このようにして、生成AIとLangChainを利用したAIエージェントでStripeのAPIを操作することができます。
全てのコードはこちら
今回実装したコードの全文はこちらです。
from google.colab import userdata
from langchain import hub
from langchain_community.chat_models import ChatOpenAI
from langchain.agents import AgentExecutor, create_structured_chat_agent
from stripe_agent_toolkit.langchain.toolkit import StripeAgentToolkit
stripe_agent_toolkit = StripeAgentToolkit(
secret_key=userdata.get("STRIPE_SECRET_KEY"),
configuration={
"actions": {
"payment_links": {
"create": True,
},
"products": {
"create": True,
},
"prices": {
"create": True,
}
}
},
)
tools = stripe_agent_toolkit.get_tools()
prompt = hub.pull("hwchase17/structured-chat-agent")
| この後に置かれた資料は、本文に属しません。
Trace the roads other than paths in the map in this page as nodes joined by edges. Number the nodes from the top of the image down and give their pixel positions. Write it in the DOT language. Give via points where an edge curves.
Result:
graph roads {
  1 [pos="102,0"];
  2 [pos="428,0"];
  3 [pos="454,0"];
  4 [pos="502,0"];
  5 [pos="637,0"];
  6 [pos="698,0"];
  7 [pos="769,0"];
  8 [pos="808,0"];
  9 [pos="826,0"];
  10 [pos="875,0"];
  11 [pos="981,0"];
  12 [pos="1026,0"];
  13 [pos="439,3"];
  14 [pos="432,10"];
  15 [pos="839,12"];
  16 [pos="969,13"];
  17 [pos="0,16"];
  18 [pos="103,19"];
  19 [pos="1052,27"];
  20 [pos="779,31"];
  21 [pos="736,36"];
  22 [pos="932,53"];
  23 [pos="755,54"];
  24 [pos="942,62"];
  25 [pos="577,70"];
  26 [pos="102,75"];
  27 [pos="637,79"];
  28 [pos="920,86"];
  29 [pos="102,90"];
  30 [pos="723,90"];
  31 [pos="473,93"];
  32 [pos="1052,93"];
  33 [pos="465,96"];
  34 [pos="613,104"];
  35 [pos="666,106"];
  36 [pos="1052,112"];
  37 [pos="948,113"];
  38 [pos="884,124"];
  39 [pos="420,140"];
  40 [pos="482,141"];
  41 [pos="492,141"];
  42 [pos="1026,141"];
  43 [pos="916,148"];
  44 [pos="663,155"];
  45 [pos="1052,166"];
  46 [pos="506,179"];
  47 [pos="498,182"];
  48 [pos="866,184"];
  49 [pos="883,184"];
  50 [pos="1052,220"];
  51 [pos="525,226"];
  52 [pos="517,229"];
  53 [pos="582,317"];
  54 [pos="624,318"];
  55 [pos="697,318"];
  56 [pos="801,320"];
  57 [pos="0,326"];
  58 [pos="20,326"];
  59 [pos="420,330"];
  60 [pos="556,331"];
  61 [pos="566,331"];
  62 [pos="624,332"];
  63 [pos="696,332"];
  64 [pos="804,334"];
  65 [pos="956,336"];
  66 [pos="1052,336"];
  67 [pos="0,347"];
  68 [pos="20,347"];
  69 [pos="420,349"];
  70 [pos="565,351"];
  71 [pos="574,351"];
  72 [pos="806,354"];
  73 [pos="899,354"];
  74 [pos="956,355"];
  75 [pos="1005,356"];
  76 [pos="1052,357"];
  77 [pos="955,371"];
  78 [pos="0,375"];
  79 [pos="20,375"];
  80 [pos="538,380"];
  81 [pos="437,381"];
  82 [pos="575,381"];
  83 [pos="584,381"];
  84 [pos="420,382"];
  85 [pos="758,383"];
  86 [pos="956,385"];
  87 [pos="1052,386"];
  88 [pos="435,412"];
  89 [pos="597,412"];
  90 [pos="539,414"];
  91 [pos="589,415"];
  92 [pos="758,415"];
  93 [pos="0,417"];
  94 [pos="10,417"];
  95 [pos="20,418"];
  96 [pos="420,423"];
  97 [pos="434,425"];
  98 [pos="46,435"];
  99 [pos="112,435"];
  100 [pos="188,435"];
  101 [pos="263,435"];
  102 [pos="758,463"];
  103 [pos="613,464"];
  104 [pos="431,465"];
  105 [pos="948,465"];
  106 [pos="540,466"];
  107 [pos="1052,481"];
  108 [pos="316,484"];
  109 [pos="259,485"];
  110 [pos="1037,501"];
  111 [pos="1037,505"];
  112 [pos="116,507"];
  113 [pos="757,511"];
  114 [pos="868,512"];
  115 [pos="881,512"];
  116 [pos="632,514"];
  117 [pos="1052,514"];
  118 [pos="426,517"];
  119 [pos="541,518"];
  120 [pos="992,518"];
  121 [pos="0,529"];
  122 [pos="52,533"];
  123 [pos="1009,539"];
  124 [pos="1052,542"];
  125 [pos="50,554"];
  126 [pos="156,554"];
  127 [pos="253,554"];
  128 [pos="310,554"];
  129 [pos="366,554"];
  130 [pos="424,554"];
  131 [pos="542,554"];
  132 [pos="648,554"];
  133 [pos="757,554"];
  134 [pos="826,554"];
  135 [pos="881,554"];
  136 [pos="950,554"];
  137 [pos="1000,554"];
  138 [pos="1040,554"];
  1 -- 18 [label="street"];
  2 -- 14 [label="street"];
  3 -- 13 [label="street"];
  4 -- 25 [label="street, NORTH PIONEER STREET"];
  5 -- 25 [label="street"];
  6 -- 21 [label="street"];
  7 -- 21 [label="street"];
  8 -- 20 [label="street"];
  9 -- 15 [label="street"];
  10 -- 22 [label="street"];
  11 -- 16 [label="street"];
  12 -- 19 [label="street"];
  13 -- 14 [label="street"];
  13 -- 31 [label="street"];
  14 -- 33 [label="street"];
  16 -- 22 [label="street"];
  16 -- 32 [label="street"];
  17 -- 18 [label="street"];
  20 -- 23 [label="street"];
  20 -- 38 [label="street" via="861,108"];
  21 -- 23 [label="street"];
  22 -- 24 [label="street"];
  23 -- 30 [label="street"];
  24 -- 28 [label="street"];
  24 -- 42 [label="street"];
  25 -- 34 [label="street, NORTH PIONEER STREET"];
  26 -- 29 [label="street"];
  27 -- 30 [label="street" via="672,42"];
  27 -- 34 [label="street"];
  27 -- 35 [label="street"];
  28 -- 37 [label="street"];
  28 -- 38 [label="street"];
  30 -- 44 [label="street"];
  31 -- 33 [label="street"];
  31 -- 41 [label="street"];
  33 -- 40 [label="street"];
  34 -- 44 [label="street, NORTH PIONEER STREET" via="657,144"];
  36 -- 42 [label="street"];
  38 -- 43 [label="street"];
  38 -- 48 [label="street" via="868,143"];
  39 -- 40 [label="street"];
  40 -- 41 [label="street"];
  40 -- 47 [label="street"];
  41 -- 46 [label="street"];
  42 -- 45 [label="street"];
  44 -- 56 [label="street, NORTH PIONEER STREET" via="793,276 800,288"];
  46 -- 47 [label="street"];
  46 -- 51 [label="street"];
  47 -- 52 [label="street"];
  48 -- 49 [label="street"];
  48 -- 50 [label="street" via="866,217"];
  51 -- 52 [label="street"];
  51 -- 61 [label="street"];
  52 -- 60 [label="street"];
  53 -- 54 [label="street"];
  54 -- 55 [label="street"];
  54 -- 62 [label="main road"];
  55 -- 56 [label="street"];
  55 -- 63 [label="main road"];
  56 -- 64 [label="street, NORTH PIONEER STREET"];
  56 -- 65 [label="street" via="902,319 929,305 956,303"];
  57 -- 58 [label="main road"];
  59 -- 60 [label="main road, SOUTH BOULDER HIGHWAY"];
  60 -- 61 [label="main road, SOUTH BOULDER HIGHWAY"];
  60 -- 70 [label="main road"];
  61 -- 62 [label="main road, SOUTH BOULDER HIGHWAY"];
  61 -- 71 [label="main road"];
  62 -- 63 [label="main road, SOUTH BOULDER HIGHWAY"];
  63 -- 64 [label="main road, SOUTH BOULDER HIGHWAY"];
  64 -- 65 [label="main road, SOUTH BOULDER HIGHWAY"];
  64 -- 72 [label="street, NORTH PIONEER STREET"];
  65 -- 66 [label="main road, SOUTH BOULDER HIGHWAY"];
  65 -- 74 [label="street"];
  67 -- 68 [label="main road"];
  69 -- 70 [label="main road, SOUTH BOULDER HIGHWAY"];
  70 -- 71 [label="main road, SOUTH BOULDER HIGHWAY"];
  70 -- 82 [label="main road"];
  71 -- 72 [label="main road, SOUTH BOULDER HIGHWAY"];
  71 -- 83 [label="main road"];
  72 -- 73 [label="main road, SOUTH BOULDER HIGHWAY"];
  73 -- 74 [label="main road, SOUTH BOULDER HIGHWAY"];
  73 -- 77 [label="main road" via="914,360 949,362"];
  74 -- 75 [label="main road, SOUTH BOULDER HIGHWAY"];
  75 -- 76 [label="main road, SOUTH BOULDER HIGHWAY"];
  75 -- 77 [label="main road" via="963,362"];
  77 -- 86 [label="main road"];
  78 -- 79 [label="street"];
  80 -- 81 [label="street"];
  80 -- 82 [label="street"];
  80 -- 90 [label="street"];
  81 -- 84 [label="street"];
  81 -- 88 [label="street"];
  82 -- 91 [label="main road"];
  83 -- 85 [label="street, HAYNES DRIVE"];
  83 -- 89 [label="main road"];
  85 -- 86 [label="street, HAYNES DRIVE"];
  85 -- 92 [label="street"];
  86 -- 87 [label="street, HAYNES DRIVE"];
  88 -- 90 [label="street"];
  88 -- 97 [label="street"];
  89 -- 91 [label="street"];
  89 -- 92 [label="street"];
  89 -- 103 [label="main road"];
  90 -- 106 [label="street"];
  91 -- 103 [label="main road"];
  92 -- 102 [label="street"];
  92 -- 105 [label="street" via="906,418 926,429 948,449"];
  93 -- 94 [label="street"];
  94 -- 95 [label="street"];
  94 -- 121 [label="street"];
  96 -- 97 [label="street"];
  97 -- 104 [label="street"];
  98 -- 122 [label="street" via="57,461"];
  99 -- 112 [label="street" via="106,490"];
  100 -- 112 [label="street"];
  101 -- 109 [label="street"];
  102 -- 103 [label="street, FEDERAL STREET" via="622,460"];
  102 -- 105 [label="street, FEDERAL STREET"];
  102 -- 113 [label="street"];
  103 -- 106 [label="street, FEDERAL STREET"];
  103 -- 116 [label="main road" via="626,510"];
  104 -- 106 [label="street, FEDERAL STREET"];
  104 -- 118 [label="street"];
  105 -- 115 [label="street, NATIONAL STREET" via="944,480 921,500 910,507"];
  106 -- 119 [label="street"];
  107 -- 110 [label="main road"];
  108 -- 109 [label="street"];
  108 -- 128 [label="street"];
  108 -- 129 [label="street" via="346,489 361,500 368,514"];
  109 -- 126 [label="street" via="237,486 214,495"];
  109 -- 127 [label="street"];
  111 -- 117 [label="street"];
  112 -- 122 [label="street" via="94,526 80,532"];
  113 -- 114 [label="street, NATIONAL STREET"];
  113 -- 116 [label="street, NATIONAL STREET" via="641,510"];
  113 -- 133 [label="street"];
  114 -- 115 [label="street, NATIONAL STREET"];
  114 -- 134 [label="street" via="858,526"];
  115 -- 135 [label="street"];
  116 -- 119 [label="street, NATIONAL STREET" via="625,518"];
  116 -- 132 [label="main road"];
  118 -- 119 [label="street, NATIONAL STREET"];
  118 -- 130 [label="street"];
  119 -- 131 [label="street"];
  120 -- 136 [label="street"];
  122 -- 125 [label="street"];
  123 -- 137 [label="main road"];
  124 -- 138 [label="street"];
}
model = ChatOpenAI(openai_api_key=userdata.get("OPENAI_API_KEY"))
agent = create_structured_chat_agent(model, tools, prompt)
agent_executor = AgentExecutor(agent=agent, tools=tools)
エラーが発生した場合は、プロンプトの情報不足も疑おう
Agent Toolkit SDKでは、Payment Linksの作成以外にも請求書の発行や確定などの操作もサポートしています。
stripe_agent_toolkit = StripeAgentToolkit(
secret_key=userdata.get("STRIPE_SECRET_KEY"),
configuration={
"actions": {
"products": {
"create": True,
},
"prices": {
"create": True,
},
"invoices": {
"create": True,
"update": True,
},
"invoiceItems": {
"create": True,
"update": True,
},
"customers": {
"create": True,
}
}
},
)
prompt = hub.pull("hwchase17/structured-chat-agent")
tools = stripe_agent_toolkit.get_tools()
agent = create_structured_chat_agent(model, tools, prompt)
agent_executor = AgentExecutor(agent=agent, tools=tools)
agent_executor.invoke({
"input": "メールアドレスがtest@example.comの顧客へ請求書を発行します。請求書を発行した後、単価1000円のライブチケットを商品として登録してください。最後に請求書のinvoice_itemへライブチケットを2個追加してください。"
})
ただし場合によっては、次のような実行エラーが発生することもあります。もちろんPythonコードの実装内容が問題ないかを確認する必要がありますが、時にはプロンプトに渡された情報が不足しているケースも存在します。
warnings.warn(
---------------------------------------------------------------------------
InvalidRequestError Traceback (most recent call last)
<ipython-input-3-8f39873d2282> in <cell line: 40>()
38 agent_executor = AgentExecutor(agent=agent, tools=tools)
39
---> 40 agent_executor.invoke({
41 "input": "1枚1000円ライブチケットを2枚注文する請求書を発行してください。"
42 })
16 frames
/usr/local/lib/python3.10/dist-packages/stripe/_api_requestor.py in handle_error_response(self, rbody, rcode, resp, rheaders, api_mode)
334 )
335
--> 336 raise err
337
338 def specific_v2_api_error(self, rbody, rcode, resp, rheaders, error_data):
InvalidRequestError: Request req_TkAxqEyUG5nI3K: Missing email. In order to create invoices that are sent to the customer, the customer must have a valid email.
このケースでは、コード自体にエラーはありませんでした。しかし請求書を作成する指示を行うプロンプトの中に、対象となる顧客のメールアドレスが漏れています。そのため、Stripe APIを利用して請求書を発行するタスクが失敗し、それによってエラーが発生しているという状況です。
Stripe APIがエラーを返したことによる実行エラーについては、ログに出力されたreq_
から始まるリクエストIDを利用して調査を行います。Stripeダッシュボードのワークベンチ機能を利用し、対象のAPIリクエストログを調べましょう。ここで不足している情報などを調査して、プロンプトや会話フローを調整しましょう。
開発者プレビューのAgent SDKにご参加ください
Agent Toolkit SDKは記事作成時点(2024/12)では開発者プレビューです。サポートしているAPIも限定的ですので、ぜひColabやLangChainなどを利用してお試しください。「このAPI・ユースケースで利用したい」や「APIパラメータの追加サポートが必要」などのフィードバックをGitHub Issueへお寄せ頂くことで、このSDKをより便利に使いやすくしていくことができます。
生成AI・AIエージェントの開発に挑戦するためのパーツの1つとして、そしてRevOpsや収益財務・請求管理の自動化を目指すための新しいSDKとして、Stripeをぜひお試しください。